DATA FOR PROCESSING:
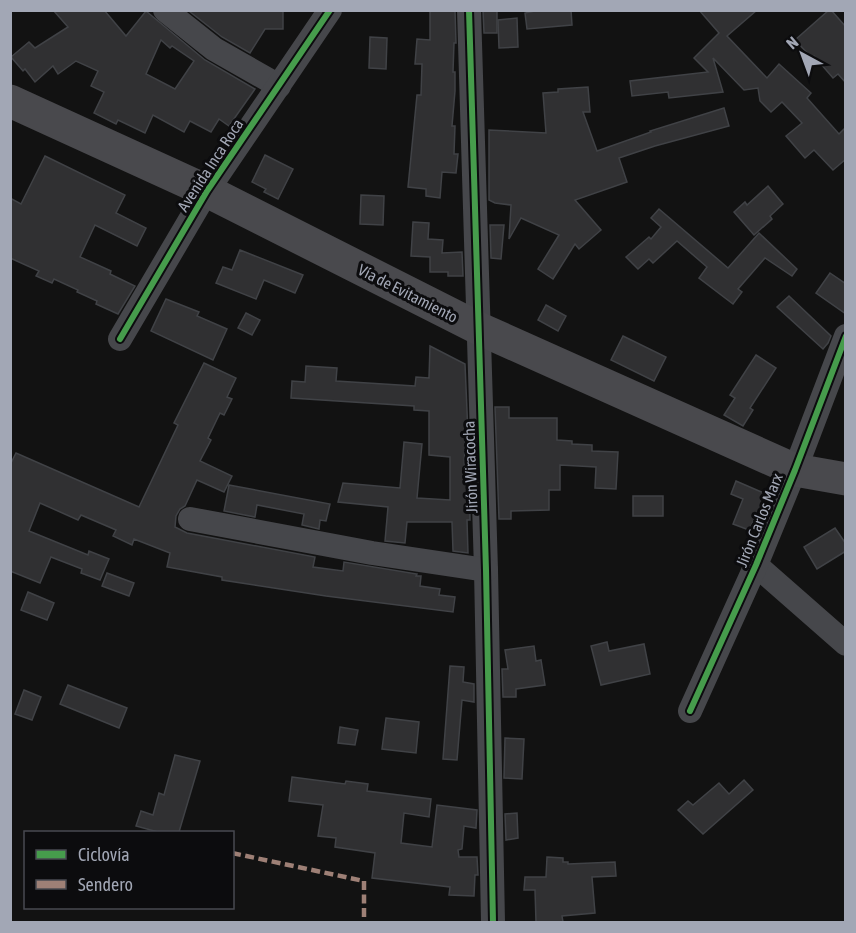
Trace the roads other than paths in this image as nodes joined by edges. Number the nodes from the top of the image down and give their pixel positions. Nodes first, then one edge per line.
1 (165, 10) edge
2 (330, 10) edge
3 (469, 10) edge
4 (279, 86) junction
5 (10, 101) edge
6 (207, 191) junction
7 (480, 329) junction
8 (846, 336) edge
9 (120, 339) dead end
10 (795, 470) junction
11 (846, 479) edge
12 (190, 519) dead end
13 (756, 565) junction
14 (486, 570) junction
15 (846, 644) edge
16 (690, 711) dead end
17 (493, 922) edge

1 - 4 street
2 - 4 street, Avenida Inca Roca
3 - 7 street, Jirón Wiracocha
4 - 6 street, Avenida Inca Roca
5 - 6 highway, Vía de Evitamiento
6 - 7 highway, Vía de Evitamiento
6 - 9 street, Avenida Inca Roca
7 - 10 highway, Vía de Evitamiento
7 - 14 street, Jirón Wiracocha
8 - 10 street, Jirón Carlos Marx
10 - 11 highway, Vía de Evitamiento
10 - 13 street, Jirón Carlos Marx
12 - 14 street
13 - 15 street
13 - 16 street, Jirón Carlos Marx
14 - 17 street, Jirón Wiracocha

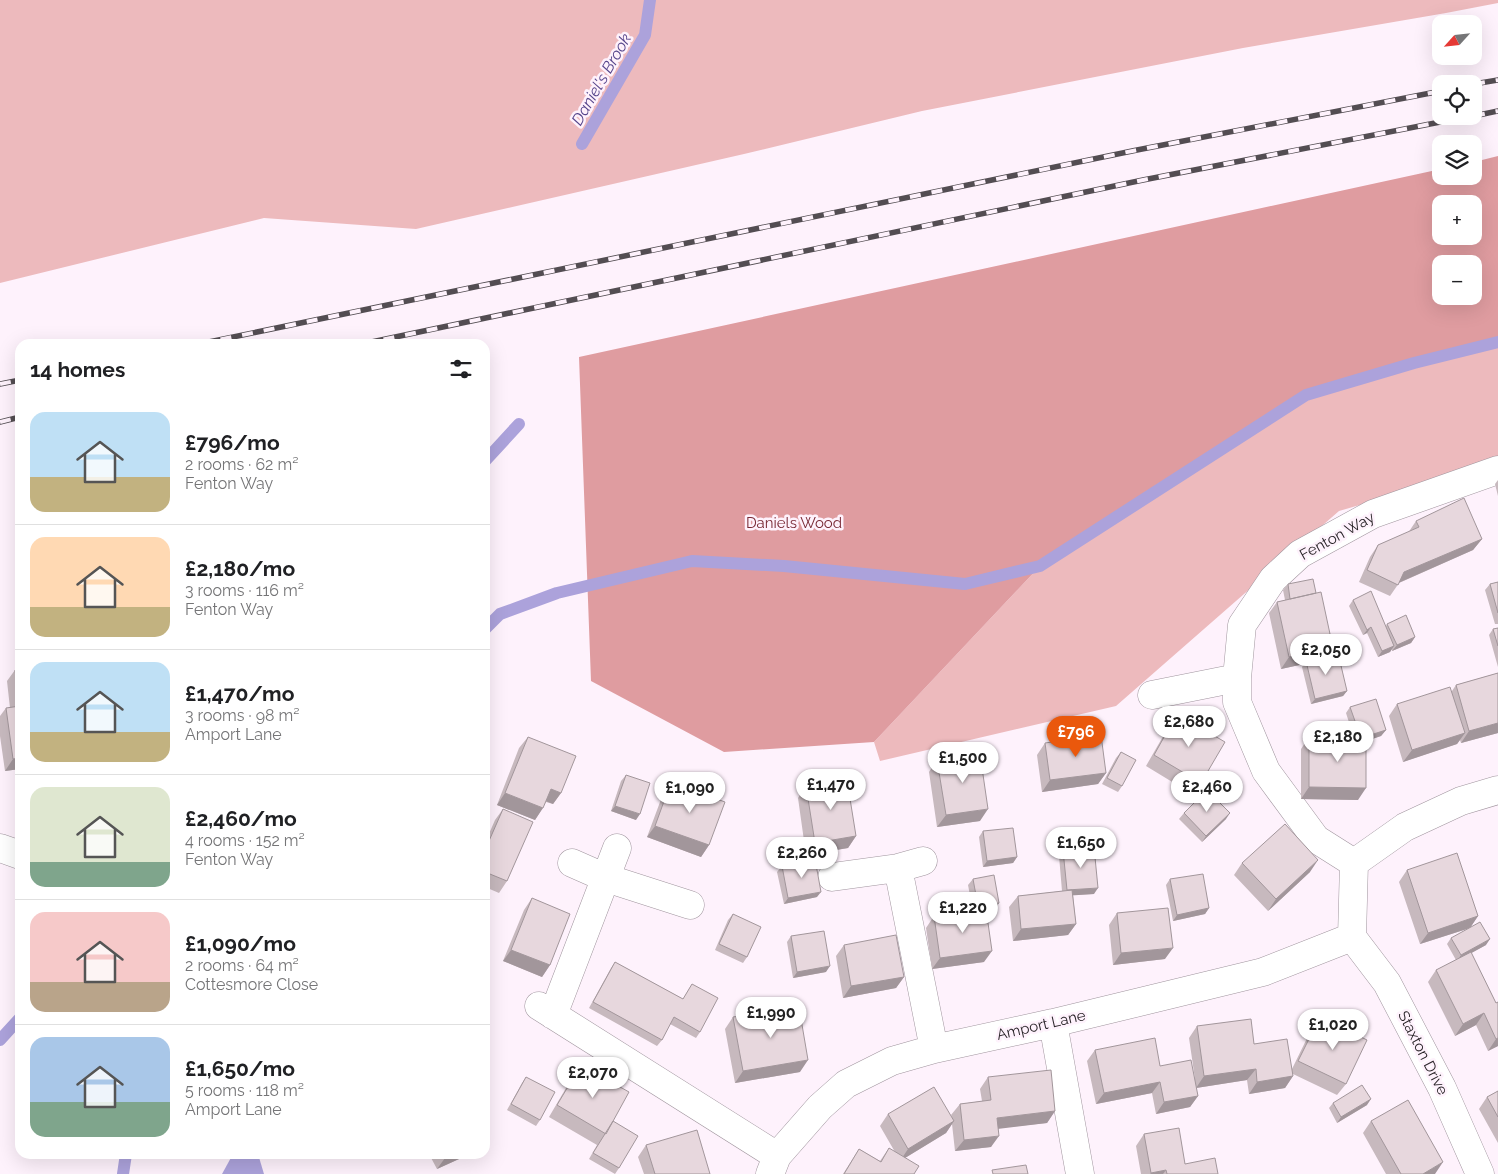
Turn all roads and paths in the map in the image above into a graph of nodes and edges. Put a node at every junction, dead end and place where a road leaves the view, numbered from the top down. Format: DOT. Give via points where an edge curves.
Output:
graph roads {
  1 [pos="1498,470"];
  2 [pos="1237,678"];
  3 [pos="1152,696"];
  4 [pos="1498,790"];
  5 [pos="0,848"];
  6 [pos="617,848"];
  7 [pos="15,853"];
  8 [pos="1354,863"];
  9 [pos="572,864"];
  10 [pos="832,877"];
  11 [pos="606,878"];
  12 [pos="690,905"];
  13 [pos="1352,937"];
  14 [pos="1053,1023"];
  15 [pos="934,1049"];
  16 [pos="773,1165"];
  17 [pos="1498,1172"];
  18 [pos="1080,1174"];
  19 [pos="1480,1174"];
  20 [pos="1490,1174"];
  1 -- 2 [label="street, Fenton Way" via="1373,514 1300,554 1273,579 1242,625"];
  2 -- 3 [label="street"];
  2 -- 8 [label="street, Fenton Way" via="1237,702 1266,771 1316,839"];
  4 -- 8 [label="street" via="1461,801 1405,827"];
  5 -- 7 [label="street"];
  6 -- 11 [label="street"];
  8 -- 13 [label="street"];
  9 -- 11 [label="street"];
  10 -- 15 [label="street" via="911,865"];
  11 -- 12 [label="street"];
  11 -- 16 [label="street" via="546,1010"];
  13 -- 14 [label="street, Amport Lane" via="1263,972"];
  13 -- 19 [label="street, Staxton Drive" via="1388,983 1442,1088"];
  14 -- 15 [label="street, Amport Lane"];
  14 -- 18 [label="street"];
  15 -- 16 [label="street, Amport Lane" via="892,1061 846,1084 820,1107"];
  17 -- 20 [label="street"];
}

WORK INSTRUCTION:
Leaving the pictures aside, give back all the records exactly as they are.

EXERCISE RESULT:
Trace the roads other than paths in this image as nodes joined by edges. Number the nodes from the top of the image down and give their pixel positions. Nodes first, then one edge per line.
1 (165, 10) edge
2 (330, 10) edge
3 (469, 10) edge
4 (279, 86) junction
5 (10, 101) edge
6 (207, 191) junction
7 (480, 329) junction
8 (846, 336) edge
9 (120, 339) dead end
10 (795, 470) junction
11 (846, 479) edge
12 (190, 519) dead end
13 (756, 565) junction
14 (486, 570) junction
15 (846, 644) edge
16 (690, 711) dead end
17 (493, 922) edge

1 - 4 street
2 - 4 street, Avenida Inca Roca
3 - 7 street, Jirón Wiracocha
4 - 6 street, Avenida Inca Roca
5 - 6 highway, Vía de Evitamiento
6 - 7 highway, Vía de Evitamiento
6 - 9 street, Avenida Inca Roca
7 - 10 highway, Vía de Evitamiento
7 - 14 street, Jirón Wiracocha
8 - 10 street, Jirón Carlos Marx
10 - 11 highway, Vía de Evitamiento
10 - 13 street, Jirón Carlos Marx
12 - 14 street
13 - 15 street
13 - 16 street, Jirón Carlos Marx
14 - 17 street, Jirón Wiracocha

Turn all roads and paths in the map in the image above into a graph of nodes and edges. Put a node at every junction, dead end and place where a road leaves the view, numbered from the top down. Format: DOT. Give via points where an edge curves.
Output:
graph roads {
  1 [pos="1498,470"];
  2 [pos="1237,678"];
  3 [pos="1152,696"];
  4 [pos="1498,790"];
  5 [pos="0,848"];
  6 [pos="617,848"];
  7 [pos="15,853"];
  8 [pos="1354,863"];
  9 [pos="572,864"];
  10 [pos="832,877"];
  11 [pos="606,878"];
  12 [pos="690,905"];
  13 [pos="1352,937"];
  14 [pos="1053,1023"];
  15 [pos="934,1049"];
  16 [pos="773,1165"];
  17 [pos="1498,1172"];
  18 [pos="1080,1174"];
  19 [pos="1480,1174"];
  20 [pos="1490,1174"];
  1 -- 2 [label="street, Fenton Way" via="1373,514 1300,554 1273,579 1242,625"];
  2 -- 3 [label="street"];
  2 -- 8 [label="street, Fenton Way" via="1237,702 1266,771 1316,839"];
  4 -- 8 [label="street" via="1461,801 1405,827"];
  5 -- 7 [label="street"];
  6 -- 11 [label="street"];
  8 -- 13 [label="street"];
  9 -- 11 [label="street"];
  10 -- 15 [label="street" via="911,865"];
  11 -- 12 [label="street"];
  11 -- 16 [label="street" via="546,1010"];
  13 -- 14 [label="street, Amport Lane" via="1263,972"];
  13 -- 19 [label="street, Staxton Drive" via="1388,983 1442,1088"];
  14 -- 15 [label="street, Amport Lane"];
  14 -- 18 [label="street"];
  15 -- 16 [label="street, Amport Lane" via="892,1061 846,1084 820,1107"];
  17 -- 20 [label="street"];
}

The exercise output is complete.